Dr Lee Shau Kee, Dr Lam Ko Yin, Colin, Mr Yip Ying Chee, John, Mr Woo Ka Biu, Jackson and Mr Leung Hay Man have offered themselves for re-election. Mr Li Ning and Mr Au Siu Kee, Alexander have not offered themselves for re-election and will retire from the Board at the conclusion of the Annual General Meeting.

The Board, through the assessment and recommendation by the Nomination Committee, has considered Mr Woo Ka Biu, Jackson and Mr Leung Hay Man as independent for the purpose of acting as independent non-executive directors of the Company.

Their biographical details which are required to be disclosed by the Listing Rules are set out in Appendix II to this circular.

ANNUAL GENERAL MEETING

The Notice is set out on pages 217 to 219 of the Annual Report.

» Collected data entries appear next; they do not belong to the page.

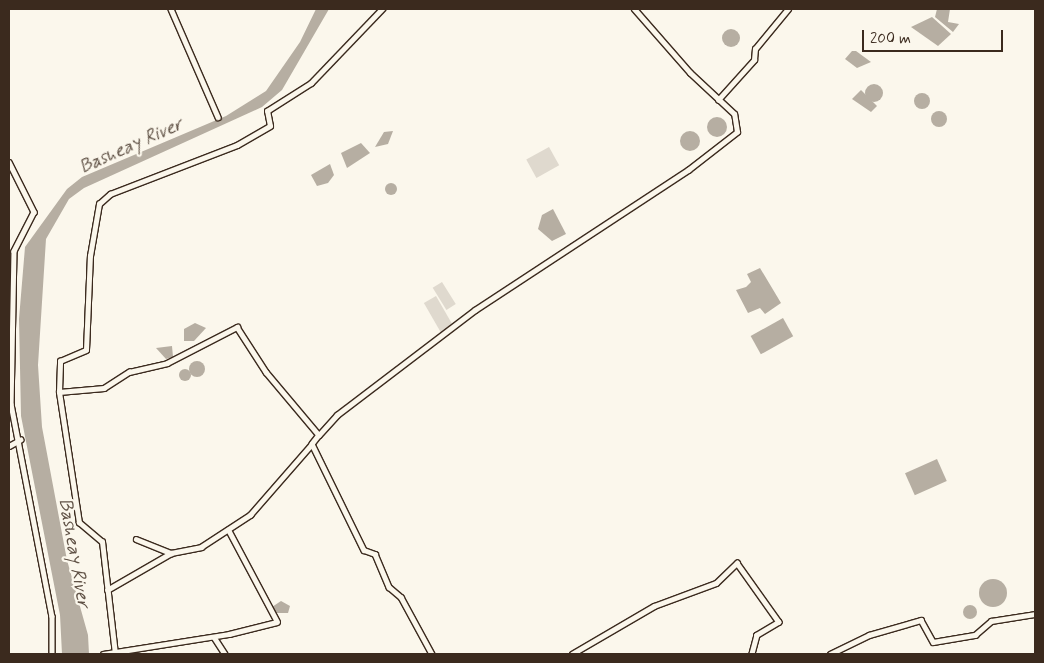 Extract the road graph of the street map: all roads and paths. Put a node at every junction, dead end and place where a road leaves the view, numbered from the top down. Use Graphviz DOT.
graph roads {
  1 [pos="171,9"];
  2 [pos="382,9"];
  3 [pos="634,9"];
  4 [pos="788,9"];
  5 [pos="718,100"];
  6 [pos="218,117"];
  7 [pos="9,162"];
  8 [pos="14,251"];
  9 [pos="9,253"];
  10 [pos="59,392"];
  11 [pos="319,435"];
  12 [pos="20,440"];
  13 [pos="312,444"];
  14 [pos="9,446"];
  15 [pos="228,530"];
  16 [pos="136,539"];
  17 [pos="171,553"];
  18 [pos="107,590"];
  19 [pos="1035,614"];
  20 [pos="214,637"];
  21 [pos="114,653"];
  22 [pos="52,654"];
  23 [pos="102,654"];
  24 [pos="225,654"];
  25 [pos="432,654"];
  26 [pos="572,654"];
  27 [pos="752,654"];
  28 [pos="830,654"];
  1 -- 6 [label="street"];
  2 -- 10 [label="street"];
  3 -- 5 [label="street"];
  4 -- 5 [label="street"];
  5 -- 11 [label="street"];
  7 -- 8 [label="street"];
  8 -- 9 [label="street"];
  8 -- 12 [label="street"];
  10 -- 11 [label="street"];
  10 -- 18 [label="street"];
  11 -- 13 [label="street"];
  12 -- 14 [label="street"];
  12 -- 22 [label="street"];
  13 -- 15 [label="street"];
  13 -- 25 [label="street"];
  15 -- 17 [label="street"];
  15 -- 20 [label="street"];
  16 -- 17 [label="street"];
  17 -- 18 [label="street"];
  18 -- 21 [label="street"];
  19 -- 28 [label="street"];
  20 -- 21 [label="street"];
  20 -- 24 [label="street"];
  21 -- 23 [label="street"];
  26 -- 27 [label="street"];
}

Pursuant to Rule 13.39(4) of the Listing Rules, any vote of shareholders at a general meeting must be taken by poll except where the Chairman, in good faith, decides to allow a resolution which relates purely to a procedural or administrative matter to be voted on by a show of hands. The Chairman of the Annual General Meeting will, therefore, exercise his power under Article 80 of the Articles of Association to put each of the resolutions to be proposed at the Annual General Meeting to be voted by way of a poll. Article 85 of the Articles of Association provides that on a poll, every Shareholder present in person or by proxy shall have one vote for every Share held by that Shareholder.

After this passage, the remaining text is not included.